Undang-undang itu disahkan pada Mei 2019 oleh koalisi dari Partai Rakyat kanan-tengah (OeVP) dan Partai Kebebasan sayap kanan (FPOe), di mana beberapa hari kemudian pemerintahan mereka runtuh akibat skandal korupsi.
Kedua partai tersebut juga telah membuat retorika anti-imigrasi dan peringatan terhadap “masyarakat paralel” sebagai bagian penting dari pesan politik mereka, dengan juru bicara mereka menjelaskan bahwa undang-undang tersebut dibuat untuk menargetkan jilbab.
Untuk menghindari tuduhan diskriminasi, dalam undang-undang tersebut tertulis, “Melarang pakaian yang dipengaruhi ideologis atau agama yang dikaitkan dengan penutup kepala.”
Meskipun dalam teks undang-undang tersebut mereka berusaha menggunakan bahasa yang halus, namun pihak pengadilan mengatakan bahwa undang-undang tersebut hanya dapat dipahami sebagai pelarangan terhadap penutup kepala (jilbab) yang dikenakan wanita Muslim.
Pemerintah OeVp-FpOe sendiri telah mengatakan bahwa penutup kepala patka, yang dikenakan anak laki-laki beragama Sikh, atau kippah yang dikenakan oleh anak laki-laki beragama Yahudi tidak dilarang.

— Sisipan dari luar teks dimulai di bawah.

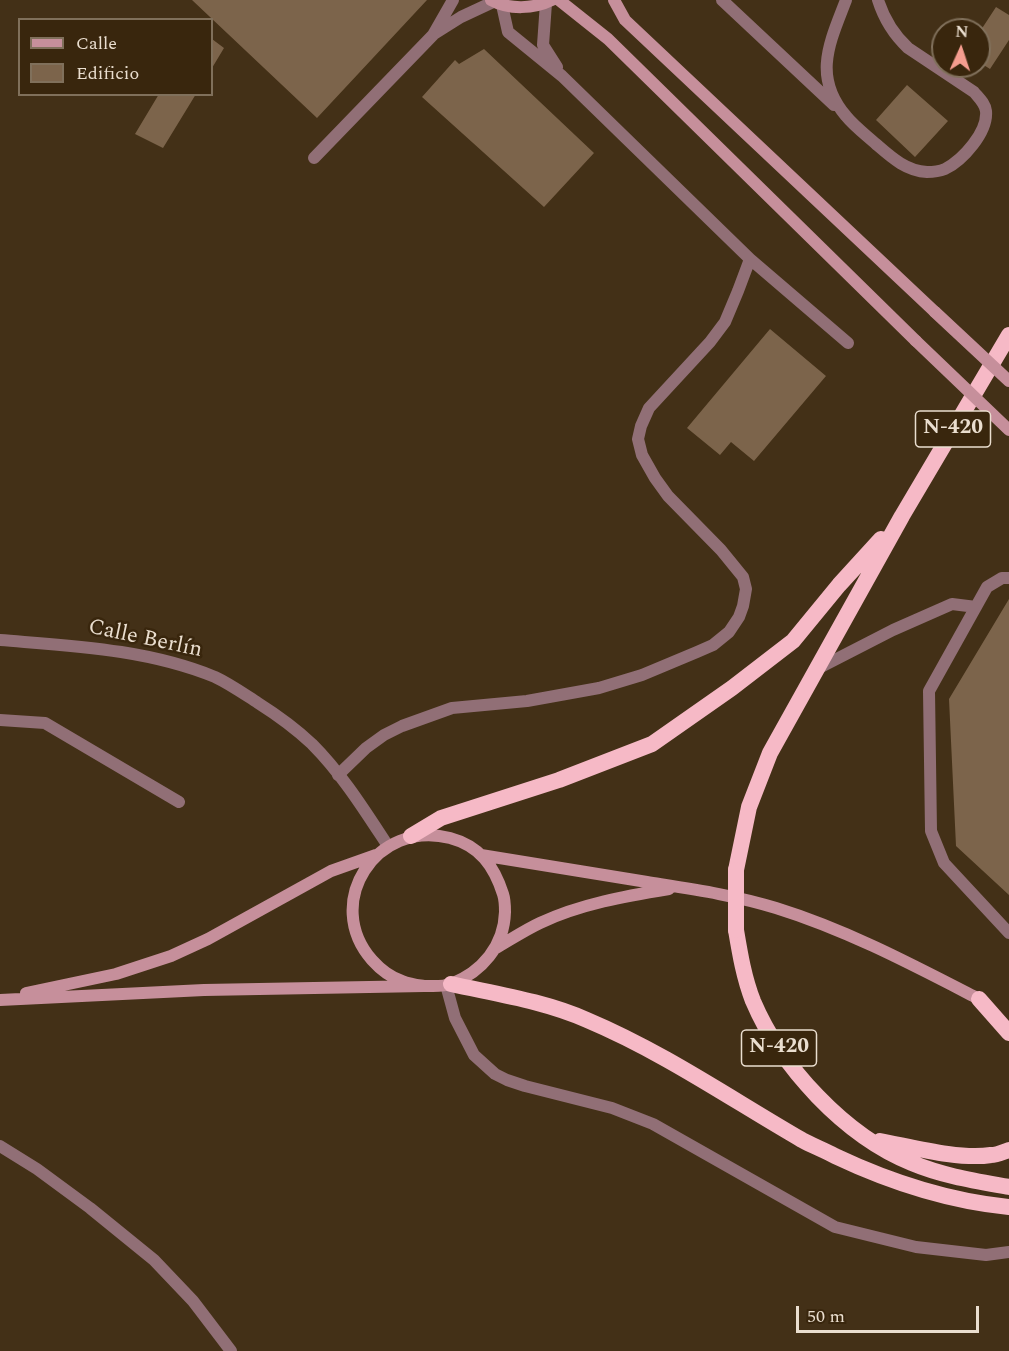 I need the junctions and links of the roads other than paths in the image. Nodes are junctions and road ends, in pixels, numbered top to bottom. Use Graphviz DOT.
graph roads {
  1 [pos="453,0"];
  2 [pos="614,0"];
  3 [pos="722,0"];
  4 [pos="846,0"];
  5 [pos="878,0"];
  6 [pos="552,1"];
  7 [pos="495,2"];
  8 [pos="433,35"];
  9 [pos="562,76"];
  10 [pos="848,118"];
  11 [pos="314,158"];
  12 [pos="750,259"];
  13 [pos="1008,338"];
  14 [pos="848,344"];
  15 [pos="1009,381"];
  16 [pos="1009,430"];
  17 [pos="902,516"];
  18 [pos="1009,578"];
  19 [pos="976,607"];
  20 [pos="0,640"];
  21 [pos="817,669"];
  22 [pos="0,720"];
  23 [pos="338,775"];
  24 [pos="179,801"];
  25 [pos="411,836"];
  26 [pos="387,846"];
  27 [pos="377,855"];
  28 [pos="481,855"];
  29 [pos="679,887"];
  30 [pos="1009,933"];
  31 [pos="496,948"];
  32 [pos="448,984"];
  33 [pos="424,986"];
  34 [pos="0,999"];
  35 [pos="979,999"];
  36 [pos="1009,1018"];
  37 [pos="1009,1033"];
  38 [pos="866,1138"];
  39 [pos="0,1146"];
  40 [pos="1009,1150"];
  41 [pos="1009,1187"];
  42 [pos="1009,1207"];
  43 [pos="1009,1252"];
  44 [pos="231,1351"];
  1 -- 8 [label="street"];
  2 -- 15 [label="main road, bridge"];
  3 -- 10 [label="street"];
  4 -- 10 [label="street"];
  5 -- 10 [label="street"];
  6 -- 7 [label="main road"];
  6 -- 9 [label="street"];
  6 -- 16 [label="main road, bridge"];
  7 -- 8 [label="street"];
  7 -- 9 [label="street"];
  8 -- 11 [label="street"];
  9 -- 12 [label="street"];
  12 -- 14 [label="street"];
  12 -- 23 [label="street"];
  13 -- 17 [label="highway, N-420"];
  17 -- 21 [label="highway, N-420"];
  17 -- 25 [label="highway"];
  18 -- 19 [label="street"];
  19 -- 21 [label="street"];
  19 -- 30 [label="street"];
  20 -- 23 [label="street, Calle Berlín"];
  21 -- 38 [label="highway, N-420, bridge"];
  22 -- 24 [label="street"];
  23 -- 26 [label="street, Calle Berlín"];
  25 -- 26 [label="main road"];
  25 -- 28 [label="main road"];
  26 -- 27 [label="main road"];
  27 -- 33 [label="main road"];
  27 -- 34 [label="main road"];
  28 -- 29 [label="main road"];
  28 -- 31 [label="main road"];
  29 -- 31 [label="main road"];
  29 -- 35 [label="main road"];
  31 -- 32 [label="main road"];
  32 -- 33 [label="main road"];
  32 -- 42 [label="highway"];
  32 -- 43 [label="street"];
  33 -- 34 [label="main road"];
  35 -- 36 [label="highway"];
  35 -- 37 [label="highway"];
  38 -- 40 [label="highway"];
  38 -- 41 [label="highway, N-420"];
  39 -- 44 [label="street"];
}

Dalam pernyataannya, pengadilan juga mengatakan bahwa larangan itu bisa mengarah pada diskriminasi karena beresiko mempersulit remaja Muslimah untuk mendapatkan pendidikan dan secara sosial dapat mengucilkan mereka.
IGGOe, badan yang secara resmi diakui mewakili komunitas Muslim di negara itu, menyambut baik putusan pengadilan tersebut dan mengatakan bahwa pengadilan telah mengakhiri “larangan politik dalam kerakyatan”.
Presiden IGGOe, Ümit Vural, mengatakan, ” Kami tidak akan memaafkan siapapun yang meremehkan wanita yang memutuskan untuk tidak memakai jilbab, tetapi kami juga tidak setuju dengan pembatasan kebebasan Muslimah yang meyakini bahwa jilbab merupakan bagian integral dari praktik keagamaan yang mereka jalani.”
IGGOe mengatakan saat undang-undang tersebut disahkan, bahwa dalam kasus apapun hanya sejumlah kecil anak perempuan yang akan terpengaruh. (rafa/arrahmah.com)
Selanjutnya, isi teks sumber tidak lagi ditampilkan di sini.